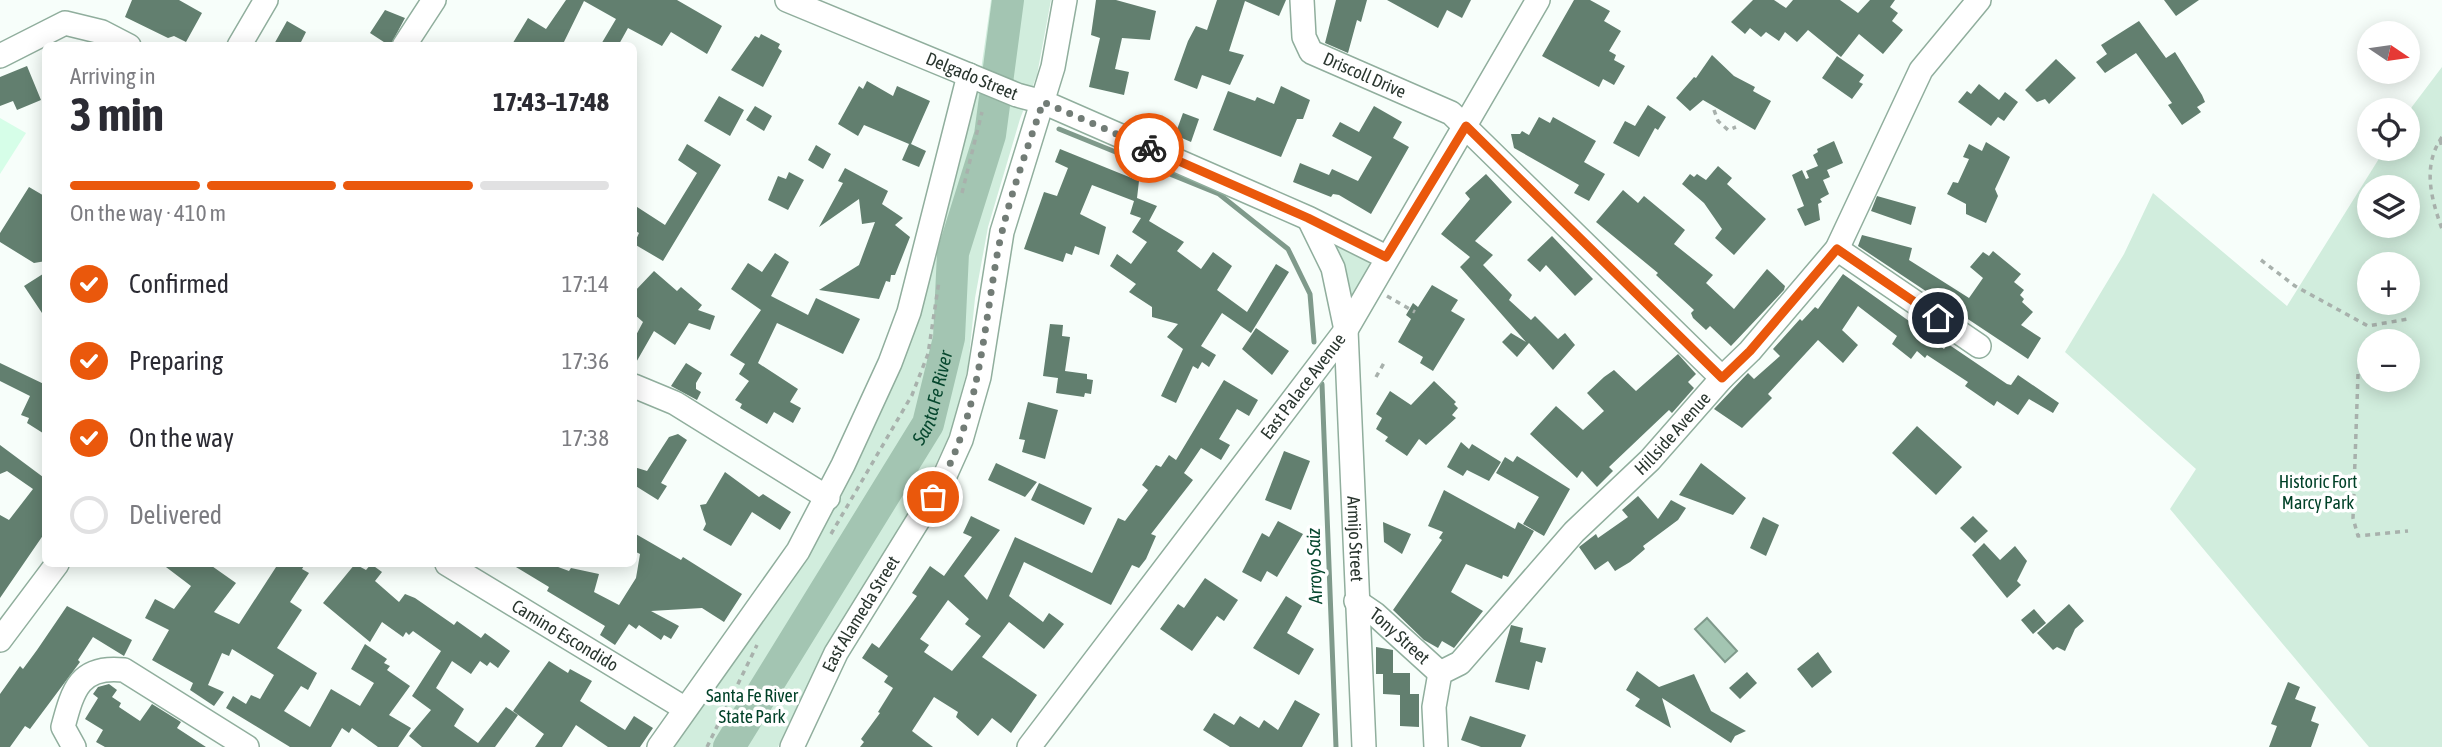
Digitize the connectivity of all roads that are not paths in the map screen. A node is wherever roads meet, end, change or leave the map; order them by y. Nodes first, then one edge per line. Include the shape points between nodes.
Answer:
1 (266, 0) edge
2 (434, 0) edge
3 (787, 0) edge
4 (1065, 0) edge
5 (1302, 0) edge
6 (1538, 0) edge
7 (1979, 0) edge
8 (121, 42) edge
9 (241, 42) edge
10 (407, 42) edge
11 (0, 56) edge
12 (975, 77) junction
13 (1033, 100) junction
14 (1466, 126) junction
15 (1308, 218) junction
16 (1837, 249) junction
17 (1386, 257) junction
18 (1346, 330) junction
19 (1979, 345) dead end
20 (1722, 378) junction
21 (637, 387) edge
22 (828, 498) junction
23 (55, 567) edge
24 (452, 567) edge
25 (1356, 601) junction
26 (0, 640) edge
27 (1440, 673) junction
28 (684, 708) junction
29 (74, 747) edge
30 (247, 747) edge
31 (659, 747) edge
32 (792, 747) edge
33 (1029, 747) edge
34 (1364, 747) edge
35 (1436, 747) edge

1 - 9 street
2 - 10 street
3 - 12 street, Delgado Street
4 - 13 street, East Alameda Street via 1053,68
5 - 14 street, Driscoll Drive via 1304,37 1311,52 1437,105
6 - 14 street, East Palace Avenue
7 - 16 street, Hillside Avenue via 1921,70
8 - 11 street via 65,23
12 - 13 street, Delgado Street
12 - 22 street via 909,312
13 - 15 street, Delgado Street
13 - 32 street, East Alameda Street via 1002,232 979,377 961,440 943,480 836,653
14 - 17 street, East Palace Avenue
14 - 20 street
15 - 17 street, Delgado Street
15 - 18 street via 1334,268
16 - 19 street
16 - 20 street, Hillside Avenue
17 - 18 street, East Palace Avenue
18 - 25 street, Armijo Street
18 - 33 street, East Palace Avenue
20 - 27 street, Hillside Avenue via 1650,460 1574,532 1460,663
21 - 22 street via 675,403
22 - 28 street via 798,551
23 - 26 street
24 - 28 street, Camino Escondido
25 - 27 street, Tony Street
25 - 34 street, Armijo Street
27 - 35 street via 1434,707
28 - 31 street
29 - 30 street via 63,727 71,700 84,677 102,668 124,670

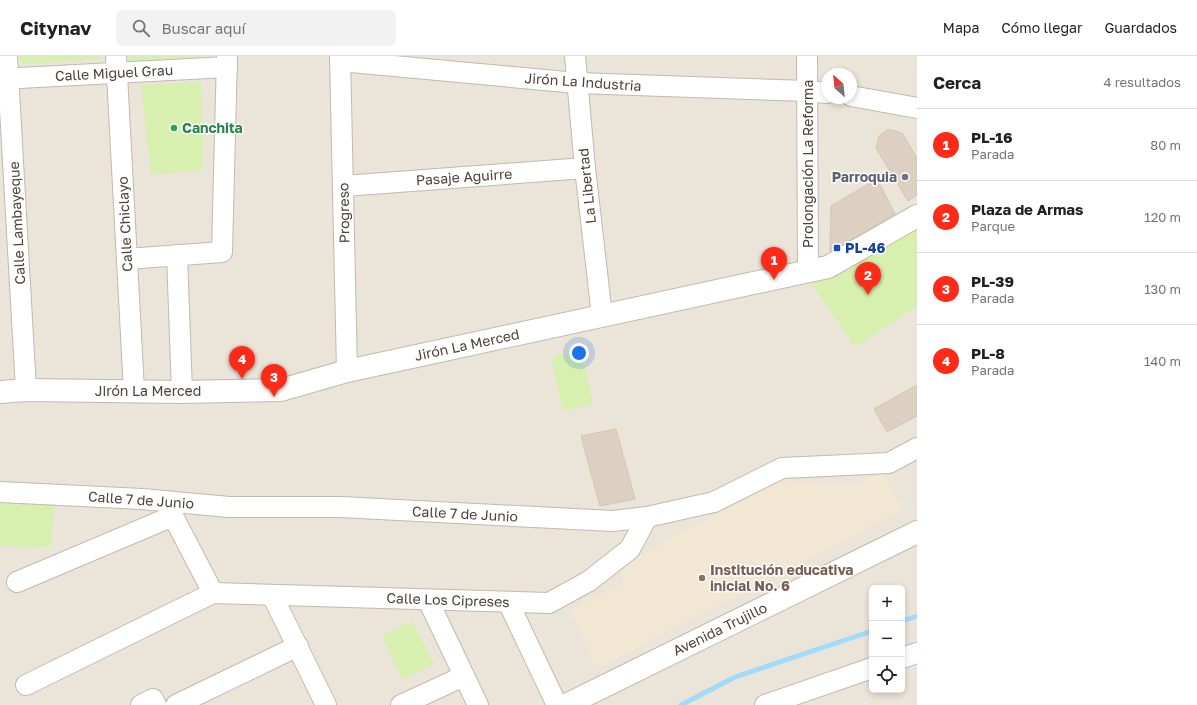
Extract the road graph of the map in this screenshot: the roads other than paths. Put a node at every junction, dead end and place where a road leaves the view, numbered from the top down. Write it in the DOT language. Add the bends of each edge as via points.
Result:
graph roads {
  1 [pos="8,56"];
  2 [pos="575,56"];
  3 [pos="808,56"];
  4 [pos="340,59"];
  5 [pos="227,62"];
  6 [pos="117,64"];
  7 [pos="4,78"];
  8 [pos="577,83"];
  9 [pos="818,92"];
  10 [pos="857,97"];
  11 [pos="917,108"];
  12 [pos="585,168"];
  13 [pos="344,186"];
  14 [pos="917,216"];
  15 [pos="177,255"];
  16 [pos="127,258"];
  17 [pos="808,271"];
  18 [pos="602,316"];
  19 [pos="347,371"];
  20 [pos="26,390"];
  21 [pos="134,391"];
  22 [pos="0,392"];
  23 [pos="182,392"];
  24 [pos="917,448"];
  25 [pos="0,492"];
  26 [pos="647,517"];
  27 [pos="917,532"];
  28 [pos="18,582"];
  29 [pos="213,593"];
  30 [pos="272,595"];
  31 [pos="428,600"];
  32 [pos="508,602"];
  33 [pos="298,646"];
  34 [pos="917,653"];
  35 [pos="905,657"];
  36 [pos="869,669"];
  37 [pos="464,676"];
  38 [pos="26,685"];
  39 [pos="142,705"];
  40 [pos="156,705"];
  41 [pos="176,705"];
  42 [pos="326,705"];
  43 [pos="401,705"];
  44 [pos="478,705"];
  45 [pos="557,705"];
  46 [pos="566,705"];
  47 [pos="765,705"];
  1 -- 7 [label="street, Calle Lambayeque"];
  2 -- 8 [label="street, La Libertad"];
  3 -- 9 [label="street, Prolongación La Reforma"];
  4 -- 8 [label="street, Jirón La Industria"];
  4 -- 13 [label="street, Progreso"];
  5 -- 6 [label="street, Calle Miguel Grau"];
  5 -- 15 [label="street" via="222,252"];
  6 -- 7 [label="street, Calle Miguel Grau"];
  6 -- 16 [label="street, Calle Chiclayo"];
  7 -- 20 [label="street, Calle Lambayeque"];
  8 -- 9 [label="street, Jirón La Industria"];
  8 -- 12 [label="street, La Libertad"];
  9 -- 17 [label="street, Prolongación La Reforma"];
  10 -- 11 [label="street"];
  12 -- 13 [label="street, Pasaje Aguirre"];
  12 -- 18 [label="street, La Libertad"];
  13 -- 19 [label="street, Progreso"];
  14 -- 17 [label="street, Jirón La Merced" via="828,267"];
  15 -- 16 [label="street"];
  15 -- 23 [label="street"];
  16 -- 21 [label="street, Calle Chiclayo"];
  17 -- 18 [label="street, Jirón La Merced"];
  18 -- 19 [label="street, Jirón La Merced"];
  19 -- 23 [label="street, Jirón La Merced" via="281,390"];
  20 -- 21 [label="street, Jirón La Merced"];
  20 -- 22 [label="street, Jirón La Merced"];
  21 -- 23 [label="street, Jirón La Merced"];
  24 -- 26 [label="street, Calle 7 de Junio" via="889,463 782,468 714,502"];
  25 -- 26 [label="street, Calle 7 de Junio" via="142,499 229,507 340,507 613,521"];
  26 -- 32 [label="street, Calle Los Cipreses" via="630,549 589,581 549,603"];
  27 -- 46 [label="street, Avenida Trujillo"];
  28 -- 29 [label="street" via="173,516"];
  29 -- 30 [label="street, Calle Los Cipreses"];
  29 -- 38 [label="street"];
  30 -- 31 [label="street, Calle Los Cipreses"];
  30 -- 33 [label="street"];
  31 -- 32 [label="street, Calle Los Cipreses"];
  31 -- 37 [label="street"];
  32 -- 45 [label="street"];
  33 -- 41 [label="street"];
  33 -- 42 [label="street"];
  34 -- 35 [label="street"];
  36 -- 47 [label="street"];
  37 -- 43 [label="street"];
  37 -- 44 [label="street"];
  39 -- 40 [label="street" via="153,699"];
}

--- Problem requirements ---
Go through the entries and copy each line holding the string "Industria".

--- Result of this exercise ---
  4 -- 8 [label="street, Jirón La Industria"];
  8 -- 9 [label="street, Jirón La Industria"];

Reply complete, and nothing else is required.